→ PROBLEM STATEMENT
Lines with the word "thumb": copy all of them from the entries below.

[Stored entries]
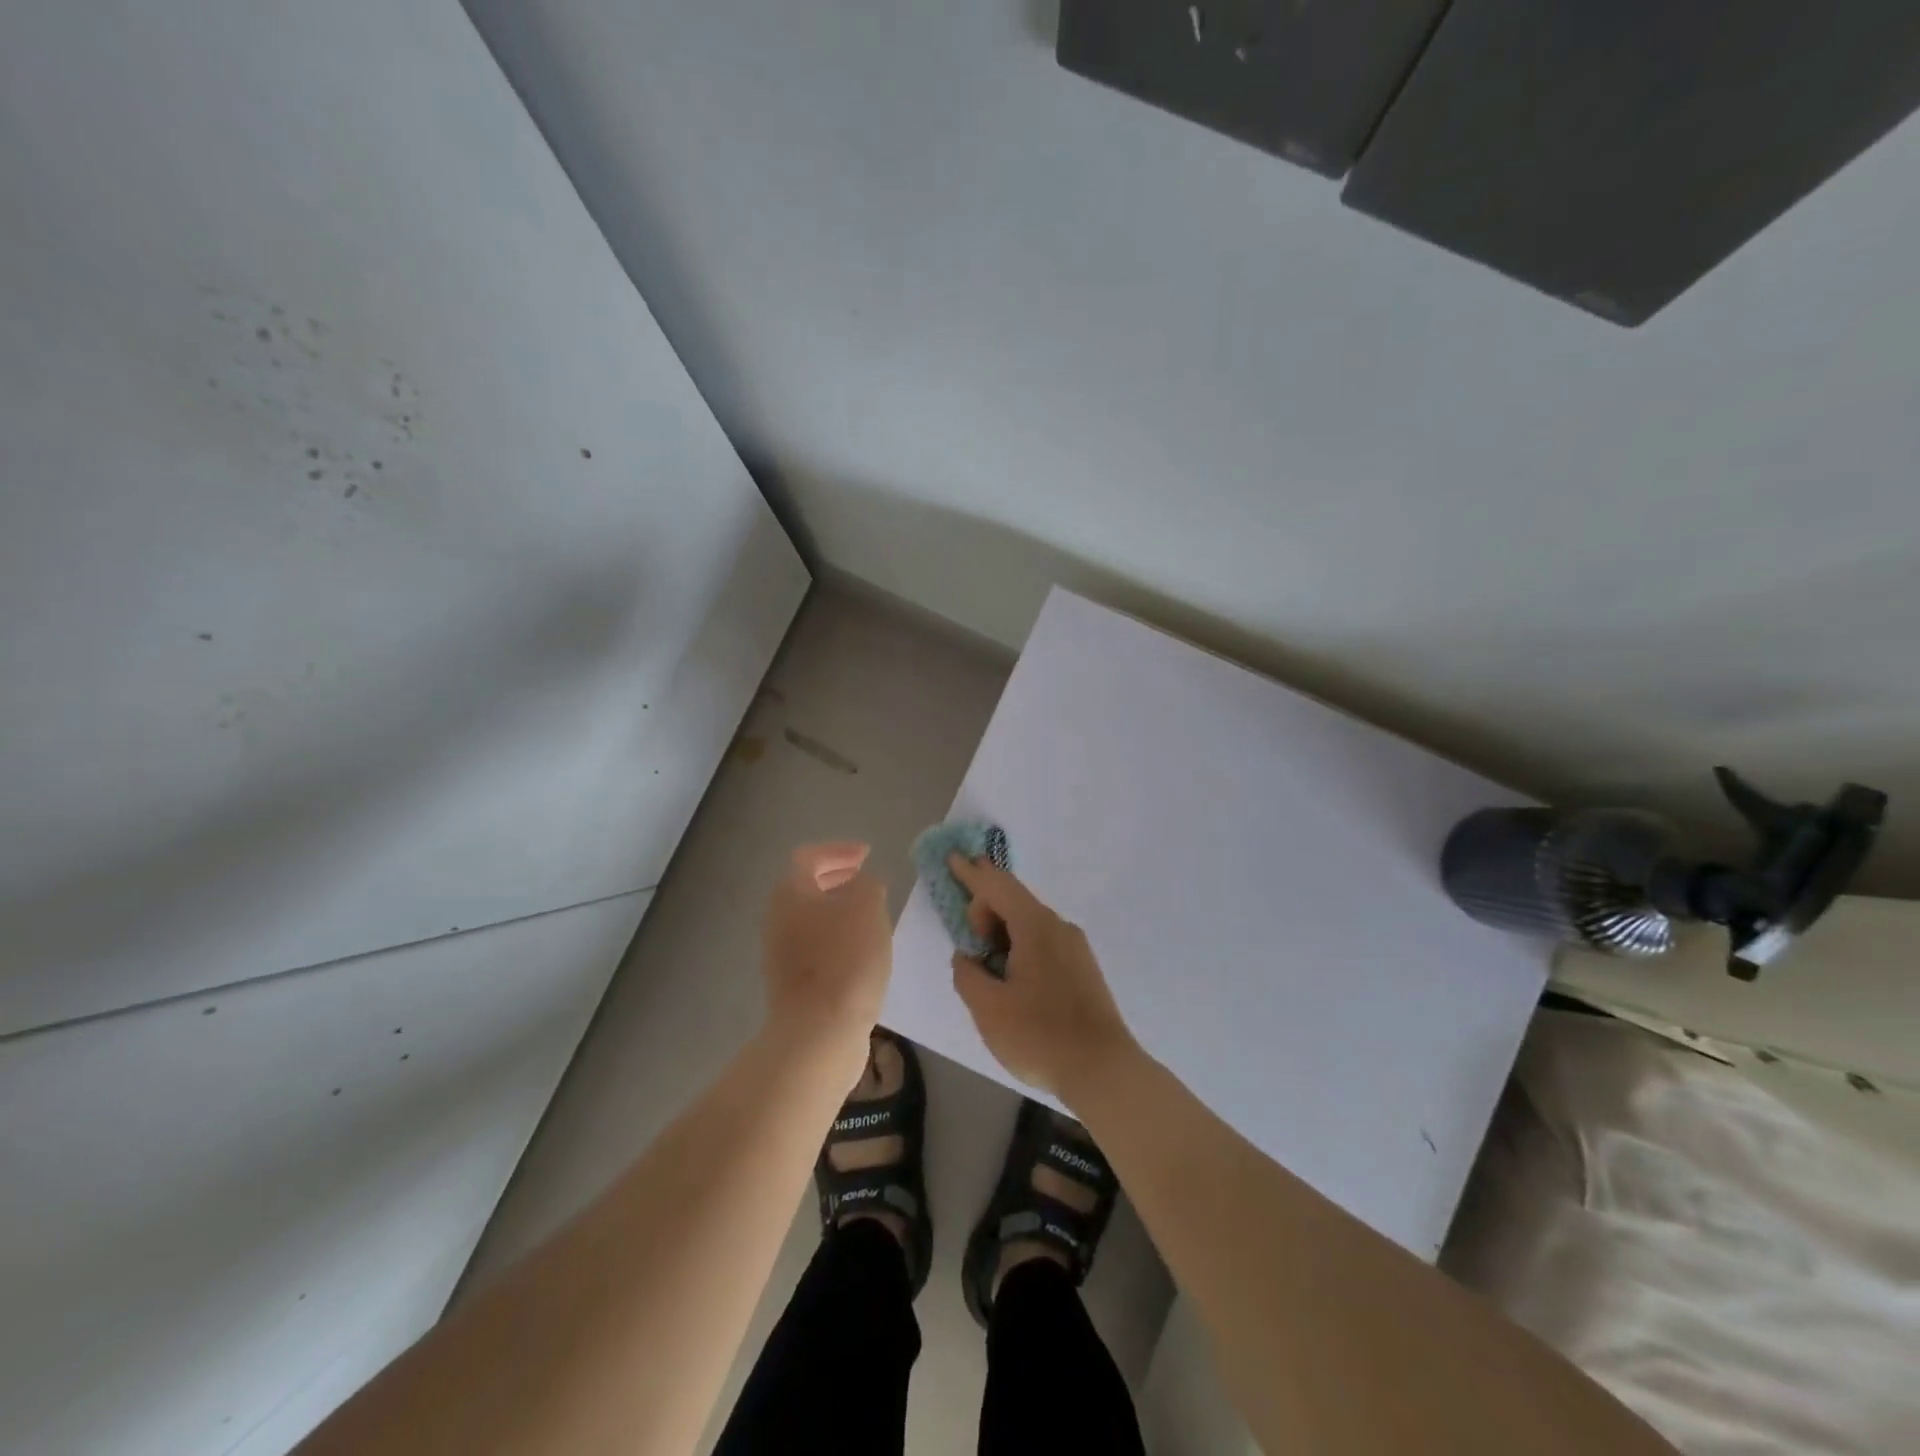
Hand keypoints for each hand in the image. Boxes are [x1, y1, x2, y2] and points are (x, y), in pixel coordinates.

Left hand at [762, 843, 892, 1051]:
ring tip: (871, 917)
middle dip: (837, 879)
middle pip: (805, 888)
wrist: (819, 1033)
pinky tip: (863, 953)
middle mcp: (778, 919)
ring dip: (839, 911)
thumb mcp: (867, 906)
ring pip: (811, 919)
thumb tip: (861, 885)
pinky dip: (837, 939)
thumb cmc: (845, 960)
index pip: (809, 857)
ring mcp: (781, 954)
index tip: (867, 855)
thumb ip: (867, 884)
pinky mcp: (792, 984)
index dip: (838, 850)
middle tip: (866, 880)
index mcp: (791, 893)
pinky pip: (815, 948)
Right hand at [947, 854, 1136, 1100]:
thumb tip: (967, 958)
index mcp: (1035, 926)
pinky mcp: (1082, 968)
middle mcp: (1058, 927)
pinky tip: (1012, 978)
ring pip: (1029, 923)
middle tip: (969, 945)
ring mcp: (1075, 947)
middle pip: (1014, 901)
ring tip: (988, 966)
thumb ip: (967, 975)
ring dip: (1002, 932)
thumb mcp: (988, 1008)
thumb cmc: (1040, 1036)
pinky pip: (1043, 941)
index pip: (997, 886)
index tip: (952, 857)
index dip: (971, 873)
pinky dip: (1019, 945)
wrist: (1104, 1070)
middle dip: (985, 910)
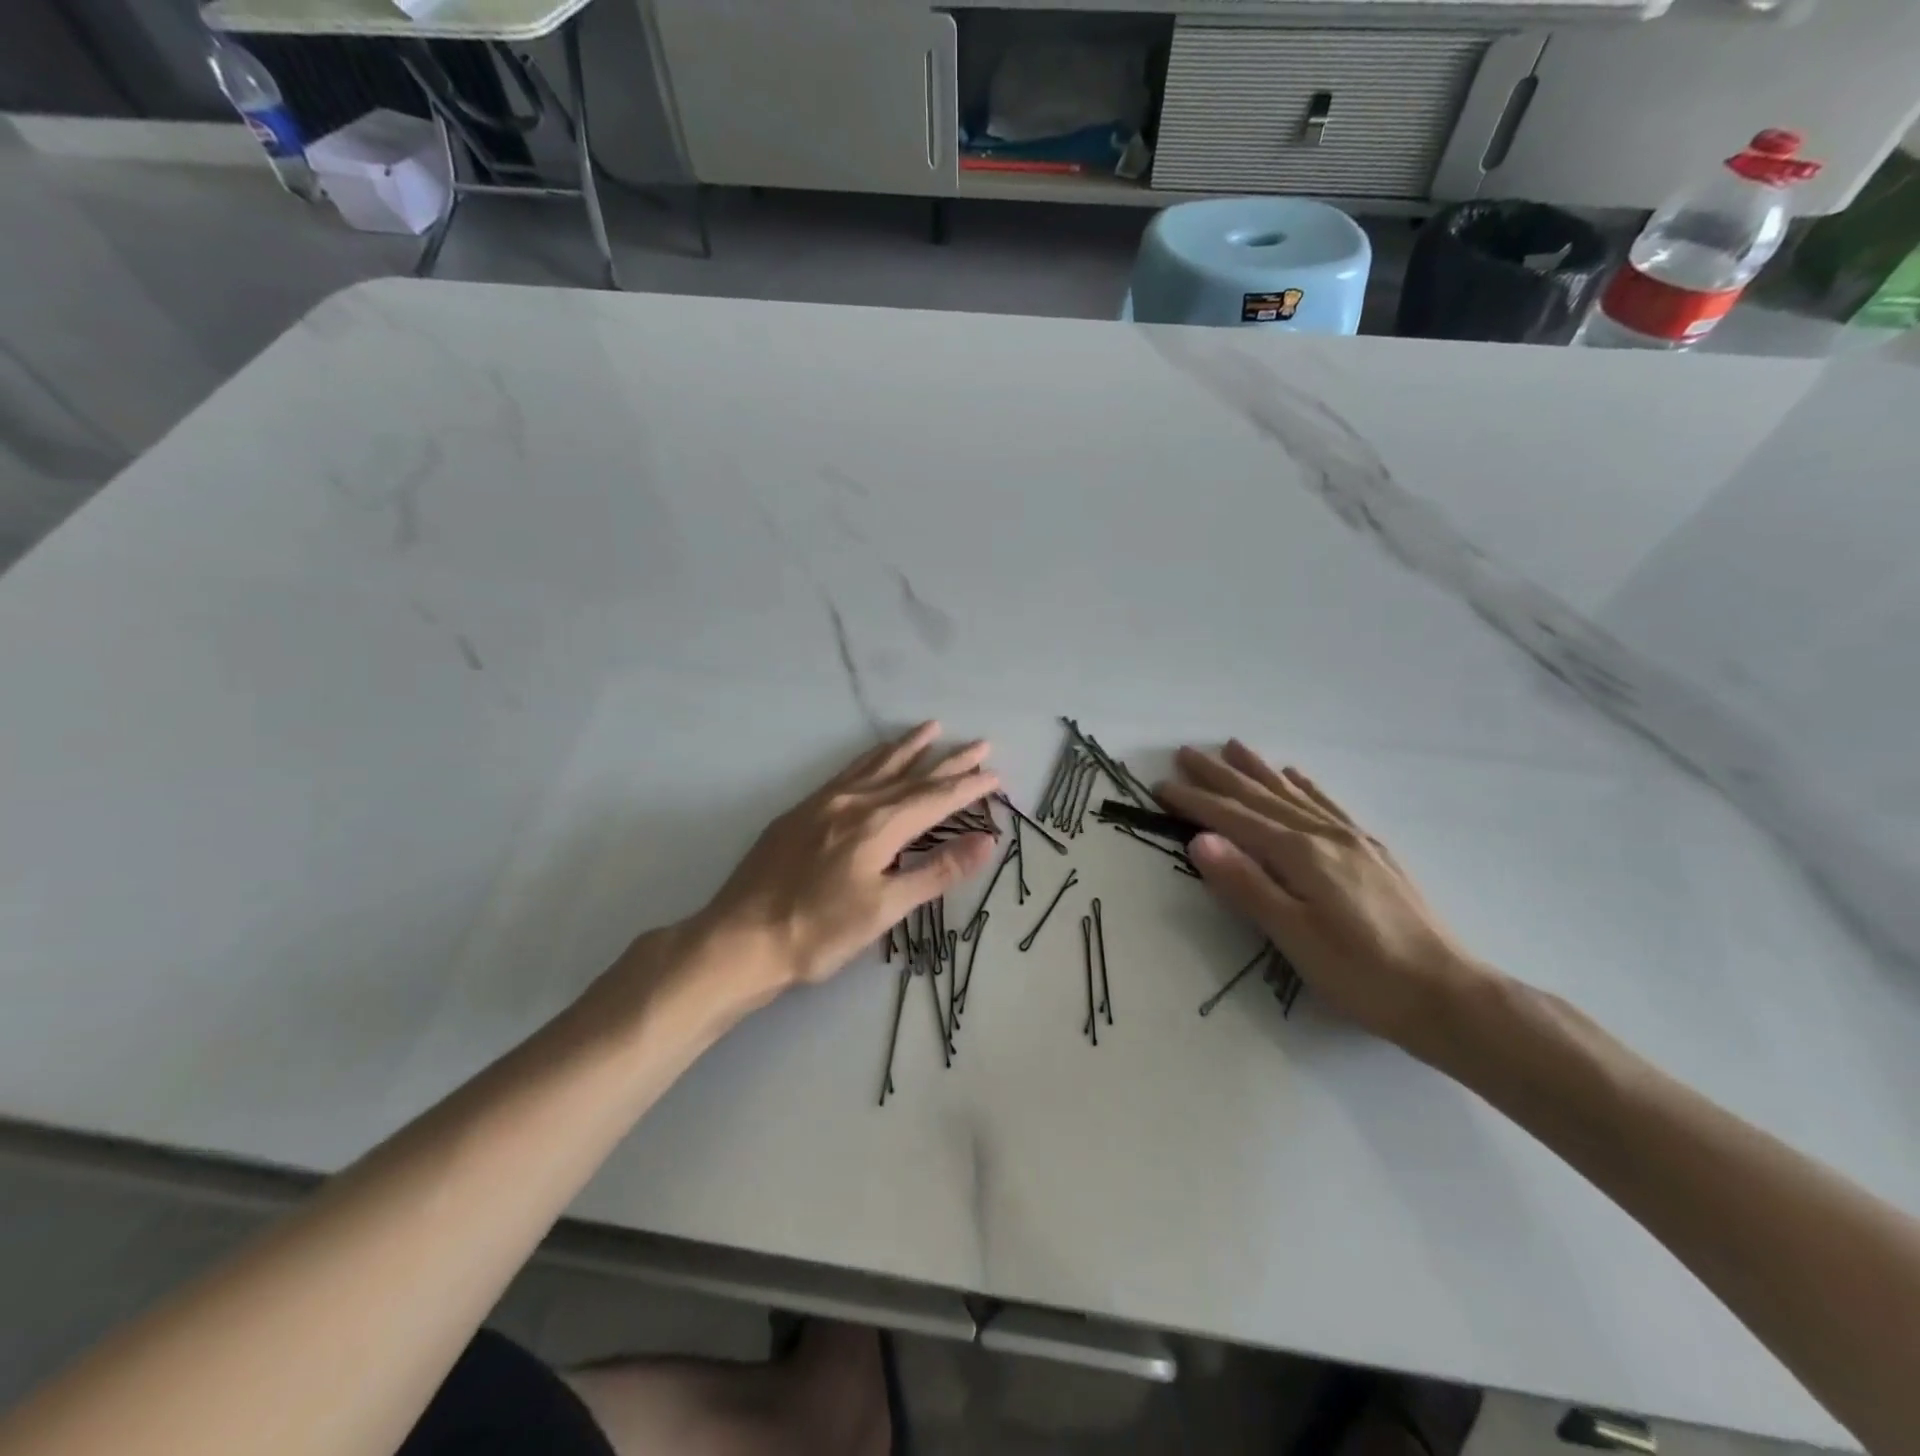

→ FINISHED EXERCISE
thumb mcp: (867, 906)
thumb tip: (861, 885)
thumb cmc: (845, 960)
thumb ip: (867, 884)
thumb tip: (967, 958)
thumb ip: (967, 975)
thumb mcp: (988, 1008)
thumb cmc: (1040, 1036)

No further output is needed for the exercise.